» TRY IT: Check each line of the data for the string "Ottawa". Report how many have it, and give nothing else.

______

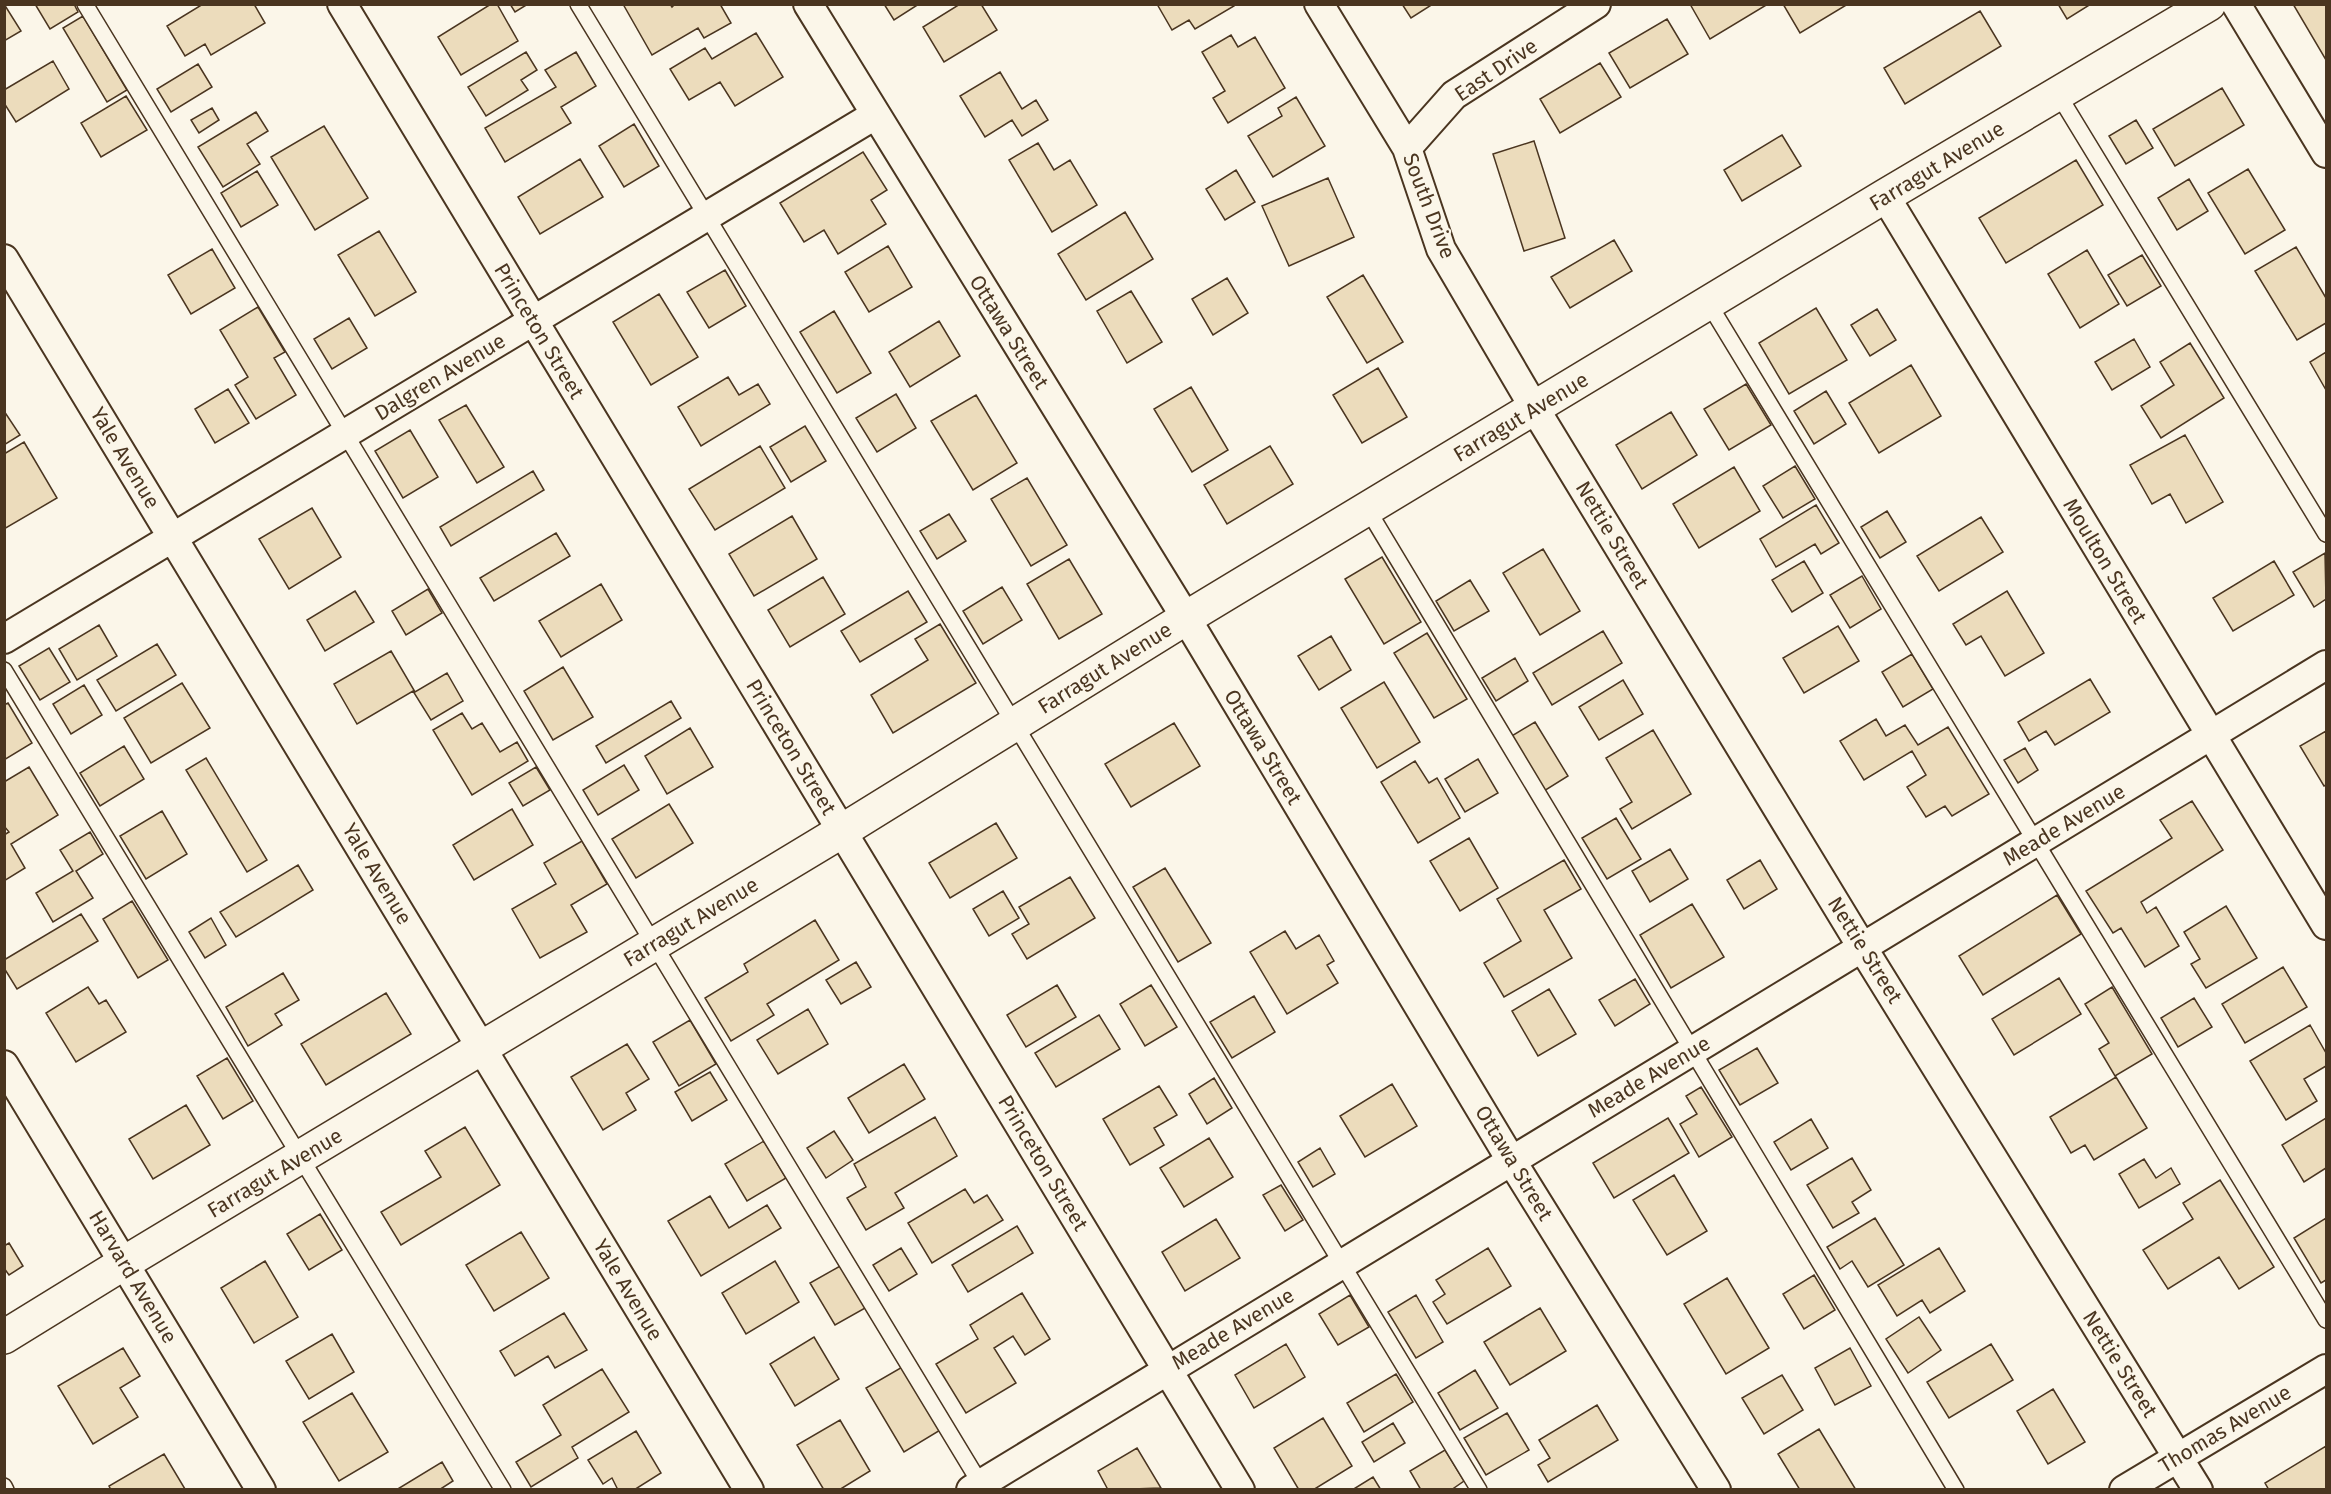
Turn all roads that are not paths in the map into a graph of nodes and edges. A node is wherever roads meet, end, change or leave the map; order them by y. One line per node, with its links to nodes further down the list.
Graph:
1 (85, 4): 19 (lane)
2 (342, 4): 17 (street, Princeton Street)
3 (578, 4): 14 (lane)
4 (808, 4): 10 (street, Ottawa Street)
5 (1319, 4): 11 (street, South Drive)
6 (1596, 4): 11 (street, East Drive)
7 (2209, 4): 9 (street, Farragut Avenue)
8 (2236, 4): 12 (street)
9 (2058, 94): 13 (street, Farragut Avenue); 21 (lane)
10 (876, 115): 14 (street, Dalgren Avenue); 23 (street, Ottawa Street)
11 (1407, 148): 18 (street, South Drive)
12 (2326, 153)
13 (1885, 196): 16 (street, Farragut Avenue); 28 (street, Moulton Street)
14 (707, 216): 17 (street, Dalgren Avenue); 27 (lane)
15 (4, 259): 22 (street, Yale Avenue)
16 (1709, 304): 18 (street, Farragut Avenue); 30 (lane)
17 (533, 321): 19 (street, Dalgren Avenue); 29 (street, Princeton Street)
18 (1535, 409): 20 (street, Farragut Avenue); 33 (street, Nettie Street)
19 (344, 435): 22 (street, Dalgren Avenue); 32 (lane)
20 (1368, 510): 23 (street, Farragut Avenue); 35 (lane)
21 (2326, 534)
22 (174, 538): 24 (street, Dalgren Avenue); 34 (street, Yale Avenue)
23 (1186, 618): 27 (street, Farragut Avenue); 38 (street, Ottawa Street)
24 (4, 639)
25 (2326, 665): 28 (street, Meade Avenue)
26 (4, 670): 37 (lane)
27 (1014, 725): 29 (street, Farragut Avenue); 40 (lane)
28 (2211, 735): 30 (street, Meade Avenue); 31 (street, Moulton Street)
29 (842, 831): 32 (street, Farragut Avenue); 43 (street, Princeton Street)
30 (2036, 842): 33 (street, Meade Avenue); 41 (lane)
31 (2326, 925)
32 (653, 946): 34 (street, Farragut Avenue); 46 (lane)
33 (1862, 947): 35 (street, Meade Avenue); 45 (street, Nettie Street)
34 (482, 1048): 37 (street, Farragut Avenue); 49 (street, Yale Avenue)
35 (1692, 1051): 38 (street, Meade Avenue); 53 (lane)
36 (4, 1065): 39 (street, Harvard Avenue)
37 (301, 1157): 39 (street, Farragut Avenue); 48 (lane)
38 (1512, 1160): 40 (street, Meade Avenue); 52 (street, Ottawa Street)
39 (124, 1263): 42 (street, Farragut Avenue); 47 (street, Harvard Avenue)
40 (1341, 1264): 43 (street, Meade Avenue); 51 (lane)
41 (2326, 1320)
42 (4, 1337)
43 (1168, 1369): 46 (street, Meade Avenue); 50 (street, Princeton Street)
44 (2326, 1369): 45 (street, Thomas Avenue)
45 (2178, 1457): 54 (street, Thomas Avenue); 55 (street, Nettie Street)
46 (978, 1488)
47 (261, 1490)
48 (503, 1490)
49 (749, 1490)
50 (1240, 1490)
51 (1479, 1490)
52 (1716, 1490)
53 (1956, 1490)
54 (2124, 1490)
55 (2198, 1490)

______

» COMPLETED TASK: 4